CDFLIB
A pure-Rust port of CDFLIB, the cumulative distribution function library by Barry Brown, James Lovato, and Kathy Russell.
The minimum supported Rust version is 1.71.
What is CDFLIB?
CDFLIB is a small, venerable numerical library dating to the early 1990s that computes cumulative distribution functions (CDFs) and their inverses for the standard distributions of frequentist statistics. It is distributed in Fortran 90 and in C/C++ (machine-translated from the original Fortran 77 sources). It covers eleven distributions:
| Continuous | Discrete |
|---|---|
| Β | Binomial |
| χ², noncentral χ² | Negative binomial |
| F (Fisher–Snedecor), noncentral F | Poisson |
| Γ | |
| Normal | |
| Student's t |
Goals
The goal of this crate is to provide CDFLIB in pure Rust. The underlying special
functions (gamma_inc, beta_inc, error_f, cumnor, etc.) are
exposed publicly in a cdflib::special module for users who want the routines
without the distribution wrappers.
The API is designed to be ergonomic and idiomatic for Rust users, with traits
representing the common functionality of continuous and discrete distributions,
and comprehensive error handling via the thiserror crate.
Non-goals
Expanding or altering the API beyond what CDFLIB offers is explicitly out of
scope. This is a machine-translated port of the Fortran 90 code. Other
libraries, such as statrs, can use the high-precision functions provided by
CDFLIB to build more ergonomic APIs. The only exception are convenience
textbook one-liners for mean, variance, and so on.
Notation conventions
The crate, like CDFLIB itself, uses several interchangeable names for the lower- and upper-tail probabilities of a distribution. The synonyms are:
| Concept | Method | F90 name | CDFLIB code | Other names |
|---|---|---|---|---|
| Pr[X ≤ x] | cdf |
cum |
P | lower-tail probability |
| Pr[X > x] | ccdf |
ccum |
Q | upper tail (complementary CDF) |
The two are mathematically complementary (P + Q = 1), but the crate computes
them independently rather than deriving one from the other by subtraction. This
is what lets the small tail keep its precision deep into the tails, where 1.0 - cdf(x) would lose digits to cancellation.

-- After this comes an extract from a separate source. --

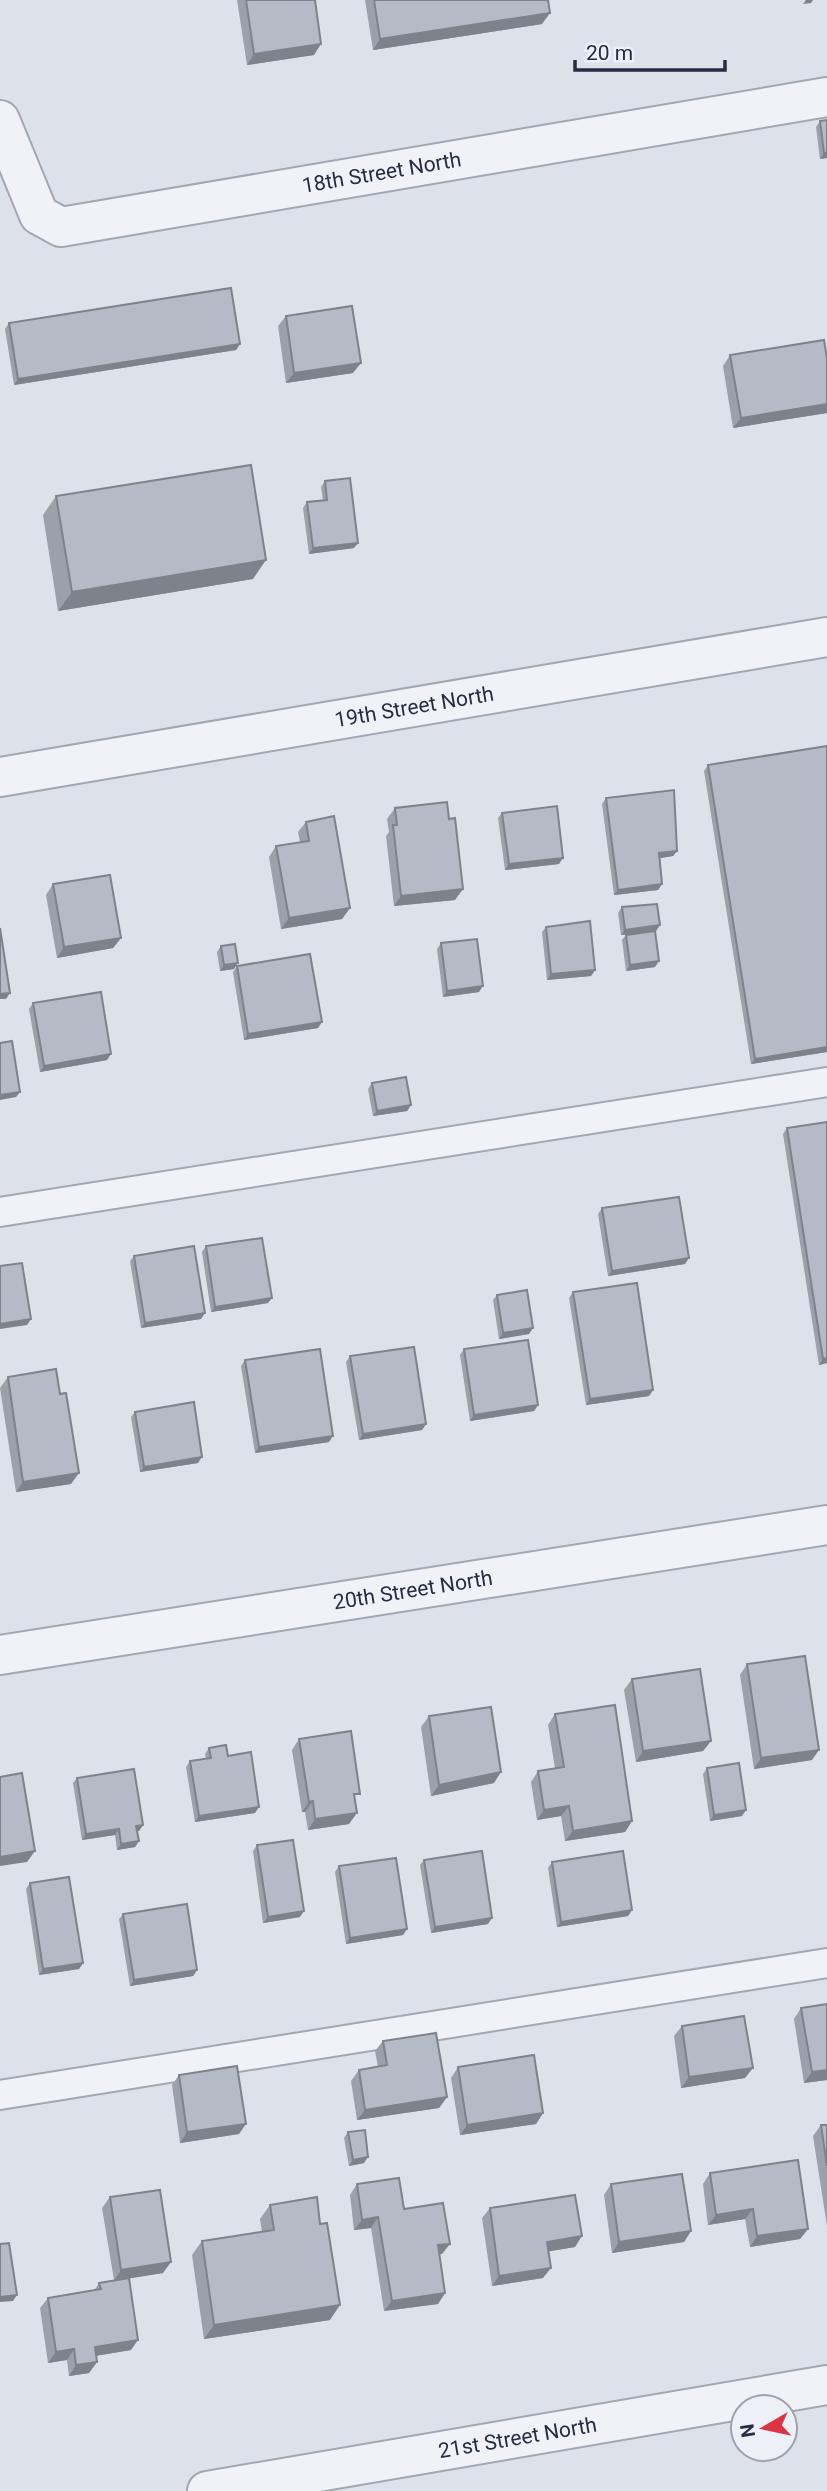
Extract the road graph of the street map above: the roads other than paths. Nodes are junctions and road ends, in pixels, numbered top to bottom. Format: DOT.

The incomplete-Γ and incomplete-Β routines follow the same convention:
gamma_inc returns the pair (P, Q), beta_inc returns
(Iₓ(a, b), 1 − Iₓ(a, b)).
Why CDFLIB?
Many libraries compute CDFs. CDFLIB is distinguished by two design choices:
1. Stays accurate in the tails and at large parameter values
The numerical heart of CDFLIB is the pair of regularized incomplete-function
routines gamma_inc (≈ ACM Algorithm 654) and beta_inc (≈ ACM Algorithm
708). Both dispatch across five computational regimes depending on the location
in parameter space (power series, continued fraction, Tricomi–Temme-style asymptotic
expansion, near-integer specialization, and ratio-extreme handling) and they
return both the lower and upper tail probabilities directly, without computing
one from the other.
This is the same algorithm family that underlies SciPy's incomplete-Γ/Β routines. It delivers near-machine precision (13–15 digits) deep into the tails and at large parameter values, where continued-fraction implementations lose digits to subtractive cancellation or stall on convergence.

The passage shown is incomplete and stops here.